In northern Minnesota, Verso Corp. closed its Duluth paper mill because of a lack of demand during the pandemic. It was a financial hit that rippled across the timber industry. So St. Louis, Itasca, Koochiching and Lake counties devoted hundreds of thousands of federal dollars to struggling loggers.
"I feel for these small logging businesses, because they are not working on a lot of profit margin" with expensive equipment and large upfront timber costs, said Jason Meyer, St. Louis County's deputy land and minerals director. "Frankly, if we didn't get dollars like this I think we'd be losing a lot more of our small businesses up here."
In rural Sylvan Township in Cass County, Lisa Paxton's grandsons were struggling to interact with their teacher and classmates online with their DSL internet connection. She surveyed neighbors and heard similar stories from students, business owners and people who needed telemedicine. They made a pitch for CARES Act funds and got $140,000 to secure high-speed broadband access for at least 24 households, Paxton said.
Housing insecurity has been a major issue in Ramsey and Hennepin counties, where officials have spent millions to expand and retrofit homeless shelters and house people in hotels.

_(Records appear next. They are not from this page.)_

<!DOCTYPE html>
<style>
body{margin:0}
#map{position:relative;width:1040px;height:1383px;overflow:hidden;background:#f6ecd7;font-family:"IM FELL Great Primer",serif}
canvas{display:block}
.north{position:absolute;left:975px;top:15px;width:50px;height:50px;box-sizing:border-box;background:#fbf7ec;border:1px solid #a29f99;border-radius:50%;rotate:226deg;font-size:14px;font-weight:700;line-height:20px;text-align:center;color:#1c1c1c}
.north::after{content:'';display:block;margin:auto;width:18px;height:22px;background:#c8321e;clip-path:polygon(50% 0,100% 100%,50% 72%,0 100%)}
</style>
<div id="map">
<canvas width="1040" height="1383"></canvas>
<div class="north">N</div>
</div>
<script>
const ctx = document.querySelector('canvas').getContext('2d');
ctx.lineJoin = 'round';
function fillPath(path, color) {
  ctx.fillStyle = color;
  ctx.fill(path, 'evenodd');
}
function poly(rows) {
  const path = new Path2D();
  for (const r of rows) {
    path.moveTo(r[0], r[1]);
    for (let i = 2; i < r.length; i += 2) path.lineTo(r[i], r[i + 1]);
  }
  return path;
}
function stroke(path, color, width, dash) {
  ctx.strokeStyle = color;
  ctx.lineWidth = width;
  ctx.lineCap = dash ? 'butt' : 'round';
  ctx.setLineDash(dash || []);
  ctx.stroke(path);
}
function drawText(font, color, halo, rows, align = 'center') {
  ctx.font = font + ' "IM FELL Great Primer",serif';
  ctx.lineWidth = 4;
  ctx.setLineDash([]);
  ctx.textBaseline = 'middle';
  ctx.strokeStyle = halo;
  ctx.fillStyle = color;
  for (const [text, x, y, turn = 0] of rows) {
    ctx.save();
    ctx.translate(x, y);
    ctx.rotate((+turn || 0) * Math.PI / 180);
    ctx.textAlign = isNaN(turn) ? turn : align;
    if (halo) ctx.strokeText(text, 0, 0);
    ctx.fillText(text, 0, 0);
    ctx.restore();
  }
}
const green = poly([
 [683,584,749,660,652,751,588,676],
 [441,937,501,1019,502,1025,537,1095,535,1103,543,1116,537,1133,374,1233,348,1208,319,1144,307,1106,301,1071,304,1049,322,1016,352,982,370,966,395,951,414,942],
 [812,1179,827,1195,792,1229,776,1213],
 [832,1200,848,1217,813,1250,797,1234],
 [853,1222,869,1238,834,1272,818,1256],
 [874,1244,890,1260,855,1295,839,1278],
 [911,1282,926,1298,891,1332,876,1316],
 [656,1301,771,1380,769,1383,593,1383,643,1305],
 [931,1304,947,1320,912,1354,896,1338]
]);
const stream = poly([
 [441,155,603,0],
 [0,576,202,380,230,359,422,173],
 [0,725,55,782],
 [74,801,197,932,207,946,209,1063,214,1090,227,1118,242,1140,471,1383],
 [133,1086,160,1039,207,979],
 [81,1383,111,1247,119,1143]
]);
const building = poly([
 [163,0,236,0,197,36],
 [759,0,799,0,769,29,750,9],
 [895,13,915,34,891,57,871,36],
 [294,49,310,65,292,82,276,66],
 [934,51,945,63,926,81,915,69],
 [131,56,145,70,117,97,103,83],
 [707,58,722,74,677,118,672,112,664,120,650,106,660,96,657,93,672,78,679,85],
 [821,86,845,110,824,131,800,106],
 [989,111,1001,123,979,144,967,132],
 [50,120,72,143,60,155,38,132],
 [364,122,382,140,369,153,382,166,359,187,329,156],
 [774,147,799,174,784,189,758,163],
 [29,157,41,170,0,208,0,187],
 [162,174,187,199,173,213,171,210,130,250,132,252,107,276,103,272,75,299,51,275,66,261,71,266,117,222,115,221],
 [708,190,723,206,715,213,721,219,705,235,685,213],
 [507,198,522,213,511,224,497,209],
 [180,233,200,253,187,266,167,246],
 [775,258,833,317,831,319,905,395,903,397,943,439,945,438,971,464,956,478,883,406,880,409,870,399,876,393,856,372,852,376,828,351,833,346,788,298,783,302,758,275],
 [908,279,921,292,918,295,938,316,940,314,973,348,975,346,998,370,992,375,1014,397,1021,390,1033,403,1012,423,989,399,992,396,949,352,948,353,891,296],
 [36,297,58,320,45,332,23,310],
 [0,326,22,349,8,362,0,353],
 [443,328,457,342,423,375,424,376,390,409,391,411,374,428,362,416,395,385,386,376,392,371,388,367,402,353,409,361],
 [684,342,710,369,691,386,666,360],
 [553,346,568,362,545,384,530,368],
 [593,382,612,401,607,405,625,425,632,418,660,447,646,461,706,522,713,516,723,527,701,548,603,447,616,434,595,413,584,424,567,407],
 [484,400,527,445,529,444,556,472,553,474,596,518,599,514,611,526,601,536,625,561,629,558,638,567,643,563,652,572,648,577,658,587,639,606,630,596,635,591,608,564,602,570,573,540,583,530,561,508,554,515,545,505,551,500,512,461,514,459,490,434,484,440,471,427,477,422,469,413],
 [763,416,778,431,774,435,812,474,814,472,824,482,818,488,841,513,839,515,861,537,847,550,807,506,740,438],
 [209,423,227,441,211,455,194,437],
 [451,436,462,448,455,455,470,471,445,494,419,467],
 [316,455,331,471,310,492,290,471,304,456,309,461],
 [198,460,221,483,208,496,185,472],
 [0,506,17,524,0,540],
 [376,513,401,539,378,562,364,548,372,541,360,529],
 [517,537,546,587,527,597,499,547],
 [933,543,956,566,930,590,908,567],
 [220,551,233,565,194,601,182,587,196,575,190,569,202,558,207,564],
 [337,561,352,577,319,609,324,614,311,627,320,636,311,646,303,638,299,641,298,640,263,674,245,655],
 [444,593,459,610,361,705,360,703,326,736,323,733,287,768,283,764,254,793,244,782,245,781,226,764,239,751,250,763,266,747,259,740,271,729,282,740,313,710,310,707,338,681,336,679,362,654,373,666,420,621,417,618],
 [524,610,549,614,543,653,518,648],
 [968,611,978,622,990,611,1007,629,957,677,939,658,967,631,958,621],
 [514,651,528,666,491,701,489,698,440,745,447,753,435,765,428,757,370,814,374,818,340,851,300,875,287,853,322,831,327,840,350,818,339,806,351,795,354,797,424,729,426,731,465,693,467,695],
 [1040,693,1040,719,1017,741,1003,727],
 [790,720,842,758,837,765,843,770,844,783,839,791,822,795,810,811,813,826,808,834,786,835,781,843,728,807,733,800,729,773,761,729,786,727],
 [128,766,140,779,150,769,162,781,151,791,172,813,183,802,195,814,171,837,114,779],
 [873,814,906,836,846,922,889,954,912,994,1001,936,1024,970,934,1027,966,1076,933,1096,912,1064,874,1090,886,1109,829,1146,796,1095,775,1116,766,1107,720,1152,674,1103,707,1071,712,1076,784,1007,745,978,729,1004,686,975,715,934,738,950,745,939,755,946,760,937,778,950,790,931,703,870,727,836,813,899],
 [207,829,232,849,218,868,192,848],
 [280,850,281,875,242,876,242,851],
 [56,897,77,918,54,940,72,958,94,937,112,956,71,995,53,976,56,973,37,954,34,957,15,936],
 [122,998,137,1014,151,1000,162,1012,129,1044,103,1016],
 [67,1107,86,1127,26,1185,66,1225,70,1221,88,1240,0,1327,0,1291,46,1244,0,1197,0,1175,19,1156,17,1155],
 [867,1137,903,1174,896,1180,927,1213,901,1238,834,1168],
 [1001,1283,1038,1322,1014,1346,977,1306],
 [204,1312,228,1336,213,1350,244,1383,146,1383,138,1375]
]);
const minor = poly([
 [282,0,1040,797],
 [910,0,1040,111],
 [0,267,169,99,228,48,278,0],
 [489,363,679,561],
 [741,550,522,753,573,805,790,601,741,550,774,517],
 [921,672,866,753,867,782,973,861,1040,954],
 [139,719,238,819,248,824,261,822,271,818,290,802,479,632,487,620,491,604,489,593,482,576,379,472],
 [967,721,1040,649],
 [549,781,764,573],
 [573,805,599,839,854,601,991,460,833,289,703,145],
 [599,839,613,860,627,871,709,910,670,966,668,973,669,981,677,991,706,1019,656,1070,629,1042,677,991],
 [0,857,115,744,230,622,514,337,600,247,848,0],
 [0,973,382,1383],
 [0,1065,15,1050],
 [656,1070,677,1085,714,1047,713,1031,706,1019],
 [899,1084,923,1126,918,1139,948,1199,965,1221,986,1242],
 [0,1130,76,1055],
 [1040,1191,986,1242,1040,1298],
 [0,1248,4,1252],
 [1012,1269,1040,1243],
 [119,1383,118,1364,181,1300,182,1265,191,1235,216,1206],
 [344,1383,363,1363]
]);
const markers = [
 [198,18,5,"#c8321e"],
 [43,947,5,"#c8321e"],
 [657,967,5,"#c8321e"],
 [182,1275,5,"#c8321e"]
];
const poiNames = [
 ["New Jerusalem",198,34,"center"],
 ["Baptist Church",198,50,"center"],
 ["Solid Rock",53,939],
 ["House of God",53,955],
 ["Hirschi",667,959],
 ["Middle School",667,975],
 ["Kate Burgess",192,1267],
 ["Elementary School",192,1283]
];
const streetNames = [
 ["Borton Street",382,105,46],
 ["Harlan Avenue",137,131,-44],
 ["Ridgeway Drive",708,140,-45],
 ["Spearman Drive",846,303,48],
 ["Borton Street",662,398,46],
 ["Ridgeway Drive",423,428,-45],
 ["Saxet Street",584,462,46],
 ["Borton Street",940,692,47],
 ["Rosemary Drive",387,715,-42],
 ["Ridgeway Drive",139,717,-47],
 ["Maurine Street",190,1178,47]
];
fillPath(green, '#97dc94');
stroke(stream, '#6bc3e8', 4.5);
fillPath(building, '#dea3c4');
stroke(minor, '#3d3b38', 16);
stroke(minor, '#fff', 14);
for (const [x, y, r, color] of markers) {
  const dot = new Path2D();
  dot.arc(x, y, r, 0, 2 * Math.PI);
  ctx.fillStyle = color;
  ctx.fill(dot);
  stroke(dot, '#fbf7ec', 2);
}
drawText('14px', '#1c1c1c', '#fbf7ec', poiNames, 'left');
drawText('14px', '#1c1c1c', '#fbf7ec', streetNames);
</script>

A "COVID cliff" is coming as federal funding runs out this month, said Tracy Berglund, senior director of housing stability at Catholic Charities. She said there's a plan to ensure hotels remain available into the spring, "but this is a heavy load for local government to take on, so we need more federal funding."
Hennepin and Ramsey have a slightly different situation from the state's other 85 counties. They received a combined $317 million directly from the federal government. Money for the other counties was funneled through the state, as were dollars for cities and towns. The two largest counties and state government have until Dec. 30 to use CARES Act money.
Every Minnesota county and 1,530 cities and townships had gotten some of the federal aid as of Sept. 15. Twelve cities and 261 towns were eligible for assistance but did not ask for the money, according to state budget officials. So the state distributed $837.7 million of the nearly $841.5 million it designated for local governments.
Some governments, like St. Louis County, hired outside groups like Baker Tilly to navigate the shifting regulations and design business assistance programs on the fly. Others, like Cass County, had their own employees handle it.
Rules kept shifting
The rules weren't always clear, Humrickhouse said. Sometimes the state's interpretation conflicted with the U.S. Treasury's, she said, and the federal government was making clarifications about how to use the money through the end of October.
"It was sort of this whiplash for cities and counties about how they could use that money," she said.
Minnesota's decision to give so much latitude to local governments could lead to issues if municipal officials did not follow spending parameters, Humrickhouse said.
Communities that spent more than $750,000 of federal money in a year must be audited by the state auditor or an accounting firm, said Ellen Anderson, a spokeswoman for Minnesota's COVID-19 Response Accountability Office. The U.S. Treasury Office of the Inspector General can also review any local government, Anderson said, but the timing of those audits — or even if they will happen — is unknown.
But the direct aid to counties and cities allowed locals to easily tailor the money to specific needs. In Cass County, administrator Josh Stevenson said, that included removing oak banisters in their courtroom so people could be socially distant, and creating a grant program where any type of business could get help. County commissioners even went door to door handing out grant applications.
"We got all kind of interesting requests," Stevenson said. "We helped 45 different businesses, 11 nonprofits and one of our joint powers partners. Our money got spread out significantly across the community."